We sat in his messy living room. Magazines lay strewn about the apartment. A laundry basket of clothes sat on one end of the sofa with dirty dishes punctuating the disarray. The cleanest part of the room was a tank with a turtle in it.

I resisted the urge to introduce myself to the turtle. “Mr. Adams, I am all for finding out what happened to your daughter, but I’ll need your help.”

“Of course. Anything.”

“I couldn’t help but notice you’ve had a few unfortunate accidents over the last few years. Strange things like a broken leg. A dislocated shoulder. And you lost two fingers in a construction accident?”

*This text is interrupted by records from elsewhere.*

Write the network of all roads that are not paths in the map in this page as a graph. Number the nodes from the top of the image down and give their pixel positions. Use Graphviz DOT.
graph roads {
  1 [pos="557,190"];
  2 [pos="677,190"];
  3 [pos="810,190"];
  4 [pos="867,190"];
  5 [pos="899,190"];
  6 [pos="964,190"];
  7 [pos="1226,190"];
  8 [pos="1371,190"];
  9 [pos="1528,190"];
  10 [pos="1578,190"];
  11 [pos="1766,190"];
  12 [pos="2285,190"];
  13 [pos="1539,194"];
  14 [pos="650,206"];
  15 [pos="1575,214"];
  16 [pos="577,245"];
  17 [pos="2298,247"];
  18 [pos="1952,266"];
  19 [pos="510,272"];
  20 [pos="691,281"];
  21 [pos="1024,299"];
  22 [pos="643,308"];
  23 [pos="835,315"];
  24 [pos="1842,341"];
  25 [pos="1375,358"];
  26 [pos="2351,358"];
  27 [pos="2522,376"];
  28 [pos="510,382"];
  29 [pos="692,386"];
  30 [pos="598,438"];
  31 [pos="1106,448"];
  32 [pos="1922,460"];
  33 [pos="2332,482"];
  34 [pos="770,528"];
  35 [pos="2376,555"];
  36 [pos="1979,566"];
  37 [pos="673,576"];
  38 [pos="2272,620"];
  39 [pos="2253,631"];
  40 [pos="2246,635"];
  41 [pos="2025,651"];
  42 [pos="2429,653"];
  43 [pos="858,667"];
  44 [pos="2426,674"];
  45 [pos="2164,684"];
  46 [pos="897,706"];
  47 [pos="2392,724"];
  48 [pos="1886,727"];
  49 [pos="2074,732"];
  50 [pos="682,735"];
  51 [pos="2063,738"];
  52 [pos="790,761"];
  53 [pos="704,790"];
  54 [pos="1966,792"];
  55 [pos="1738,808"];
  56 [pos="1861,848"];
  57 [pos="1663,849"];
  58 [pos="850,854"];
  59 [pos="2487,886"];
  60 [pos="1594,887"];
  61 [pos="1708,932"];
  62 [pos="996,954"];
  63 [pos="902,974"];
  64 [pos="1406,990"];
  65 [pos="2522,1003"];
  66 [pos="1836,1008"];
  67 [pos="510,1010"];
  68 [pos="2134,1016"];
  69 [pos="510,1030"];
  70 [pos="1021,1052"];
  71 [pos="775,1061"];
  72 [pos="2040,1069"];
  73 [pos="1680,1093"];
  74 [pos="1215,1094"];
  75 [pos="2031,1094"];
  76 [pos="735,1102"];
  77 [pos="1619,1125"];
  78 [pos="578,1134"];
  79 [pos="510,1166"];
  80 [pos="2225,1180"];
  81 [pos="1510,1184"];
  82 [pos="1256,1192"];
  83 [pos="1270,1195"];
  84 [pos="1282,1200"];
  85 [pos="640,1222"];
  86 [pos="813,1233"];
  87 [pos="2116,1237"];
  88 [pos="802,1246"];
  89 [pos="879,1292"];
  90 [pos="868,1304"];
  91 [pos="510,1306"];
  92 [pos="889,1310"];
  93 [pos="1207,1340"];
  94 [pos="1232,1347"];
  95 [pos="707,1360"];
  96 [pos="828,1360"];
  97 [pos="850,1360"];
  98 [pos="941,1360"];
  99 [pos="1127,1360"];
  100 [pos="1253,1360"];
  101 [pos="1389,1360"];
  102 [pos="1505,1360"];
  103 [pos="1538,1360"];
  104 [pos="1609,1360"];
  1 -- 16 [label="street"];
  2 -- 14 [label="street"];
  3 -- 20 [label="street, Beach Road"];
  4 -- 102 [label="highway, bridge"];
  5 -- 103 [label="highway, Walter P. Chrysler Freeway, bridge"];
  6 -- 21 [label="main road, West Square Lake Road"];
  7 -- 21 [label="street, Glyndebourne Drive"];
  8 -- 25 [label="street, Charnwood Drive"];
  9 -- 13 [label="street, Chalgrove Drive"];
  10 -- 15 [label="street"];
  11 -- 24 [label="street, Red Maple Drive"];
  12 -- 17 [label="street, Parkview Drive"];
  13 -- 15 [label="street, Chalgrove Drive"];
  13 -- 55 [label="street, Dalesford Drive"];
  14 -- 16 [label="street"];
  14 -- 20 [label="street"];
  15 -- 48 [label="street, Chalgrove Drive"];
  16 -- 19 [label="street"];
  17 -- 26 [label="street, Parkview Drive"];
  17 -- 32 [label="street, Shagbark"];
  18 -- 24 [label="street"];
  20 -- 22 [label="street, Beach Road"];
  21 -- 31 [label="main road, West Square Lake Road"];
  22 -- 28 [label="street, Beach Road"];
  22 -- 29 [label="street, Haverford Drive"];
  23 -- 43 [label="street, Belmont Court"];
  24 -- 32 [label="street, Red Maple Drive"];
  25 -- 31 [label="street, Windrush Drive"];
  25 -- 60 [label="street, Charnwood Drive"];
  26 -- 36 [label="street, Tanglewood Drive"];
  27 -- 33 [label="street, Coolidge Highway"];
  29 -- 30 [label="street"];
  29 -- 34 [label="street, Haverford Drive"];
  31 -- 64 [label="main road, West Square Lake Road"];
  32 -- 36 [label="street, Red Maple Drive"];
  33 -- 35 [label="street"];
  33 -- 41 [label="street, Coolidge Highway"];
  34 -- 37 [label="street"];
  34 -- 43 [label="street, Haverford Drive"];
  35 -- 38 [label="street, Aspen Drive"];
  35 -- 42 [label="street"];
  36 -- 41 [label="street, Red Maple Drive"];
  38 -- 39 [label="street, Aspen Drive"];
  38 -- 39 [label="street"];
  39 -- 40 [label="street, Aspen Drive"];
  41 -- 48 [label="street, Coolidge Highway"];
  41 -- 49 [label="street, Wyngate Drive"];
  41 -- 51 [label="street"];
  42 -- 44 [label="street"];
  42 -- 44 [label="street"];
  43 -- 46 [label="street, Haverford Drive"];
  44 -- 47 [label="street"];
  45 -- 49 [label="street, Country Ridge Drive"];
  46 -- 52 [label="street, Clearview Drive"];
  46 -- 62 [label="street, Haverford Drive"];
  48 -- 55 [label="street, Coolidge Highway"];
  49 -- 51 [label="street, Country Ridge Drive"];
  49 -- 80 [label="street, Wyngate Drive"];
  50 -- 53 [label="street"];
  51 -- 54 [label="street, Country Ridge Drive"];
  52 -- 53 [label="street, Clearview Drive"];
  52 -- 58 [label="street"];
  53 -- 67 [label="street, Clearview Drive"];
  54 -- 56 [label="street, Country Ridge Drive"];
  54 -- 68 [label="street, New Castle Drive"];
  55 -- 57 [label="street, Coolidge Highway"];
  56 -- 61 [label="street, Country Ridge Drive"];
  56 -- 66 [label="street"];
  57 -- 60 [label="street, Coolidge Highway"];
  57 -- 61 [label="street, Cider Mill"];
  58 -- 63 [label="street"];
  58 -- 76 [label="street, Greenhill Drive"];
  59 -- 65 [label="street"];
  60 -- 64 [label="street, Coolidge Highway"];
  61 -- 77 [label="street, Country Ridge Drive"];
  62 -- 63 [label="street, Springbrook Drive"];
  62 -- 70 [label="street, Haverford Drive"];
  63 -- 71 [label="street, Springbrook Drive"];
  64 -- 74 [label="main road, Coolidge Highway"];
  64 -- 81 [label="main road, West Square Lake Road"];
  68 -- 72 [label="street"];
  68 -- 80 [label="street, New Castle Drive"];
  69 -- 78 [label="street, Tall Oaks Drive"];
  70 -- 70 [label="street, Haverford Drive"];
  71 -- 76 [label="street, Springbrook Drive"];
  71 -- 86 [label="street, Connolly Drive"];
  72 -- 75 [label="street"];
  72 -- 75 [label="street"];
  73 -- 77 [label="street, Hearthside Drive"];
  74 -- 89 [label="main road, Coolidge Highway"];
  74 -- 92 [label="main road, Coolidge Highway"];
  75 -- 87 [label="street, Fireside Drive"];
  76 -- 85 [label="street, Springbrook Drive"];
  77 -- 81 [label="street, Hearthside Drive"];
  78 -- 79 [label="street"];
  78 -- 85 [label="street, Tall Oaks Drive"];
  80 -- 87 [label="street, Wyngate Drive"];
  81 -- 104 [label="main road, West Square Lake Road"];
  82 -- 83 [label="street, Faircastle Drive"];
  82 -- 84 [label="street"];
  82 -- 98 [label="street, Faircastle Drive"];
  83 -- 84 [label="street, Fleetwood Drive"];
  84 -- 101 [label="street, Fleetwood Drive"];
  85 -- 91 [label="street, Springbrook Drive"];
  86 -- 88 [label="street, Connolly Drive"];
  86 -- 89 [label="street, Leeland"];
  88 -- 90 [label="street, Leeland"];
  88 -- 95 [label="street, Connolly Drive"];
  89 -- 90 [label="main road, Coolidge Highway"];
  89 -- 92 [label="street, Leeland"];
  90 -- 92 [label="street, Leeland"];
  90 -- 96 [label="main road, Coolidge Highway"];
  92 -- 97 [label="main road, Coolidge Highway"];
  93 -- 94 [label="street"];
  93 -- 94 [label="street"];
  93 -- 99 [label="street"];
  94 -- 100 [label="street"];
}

He folded his hands together. “Mrs. Davidson, what does that have to do with my daughter?”

“Sir, you promised to be honest with me.” When he said nothing, I added, “I believe it has everything to do with her and a certain bet that you made.”

I barely got out the last word when Mr. Adams broke completely. He sobbed into a towel he had sitting on the sofa. His shoulders shook so hard I thought he’d rattle his ribs loose.

“I took the bet,” he said, his voice cracking on every syllable. “I didn’t think he’d do it.”

“A man who would break your leg? Who would take your fingers?”

“Fernando didn’t do this.” He held up his hand. His pinkie and ring fingers had been severed at the knuckle. “That was another bookie in another city in another time.”

“How long has this been going on?”

“Since I was in grade school. I bet on anything. Used to get sent home for running craps games in the schoolyard. I’d go for days without lunch and use that money to make a bet of one kind or another.”

“Didn’t your father ever get you help?”

He laughed a long moment. It was bitter and full of pain. “Oh, I have never lived up to his pristine standards, and he doesn’t let me forget it. Adams men don’t need help. They stand on their own two feet.”

“Is that why you did it? As payback to him?”

“I don’t know. All I know is that I took the bet. I signed my own daughter’s death warrant.” He broke down again.

“I’m sorry, Mr. Adams. But this is all hearsay. It won’t clear Lyle Fiske. The evidence against him is too solid. We need something more to get Lyle off. We need a guarantee.”

And I might just have one. I couldn’t wear a wire to the meeting with Fernando, but maybe I could get something that would help us. See some clue that would get Lyle acquitted.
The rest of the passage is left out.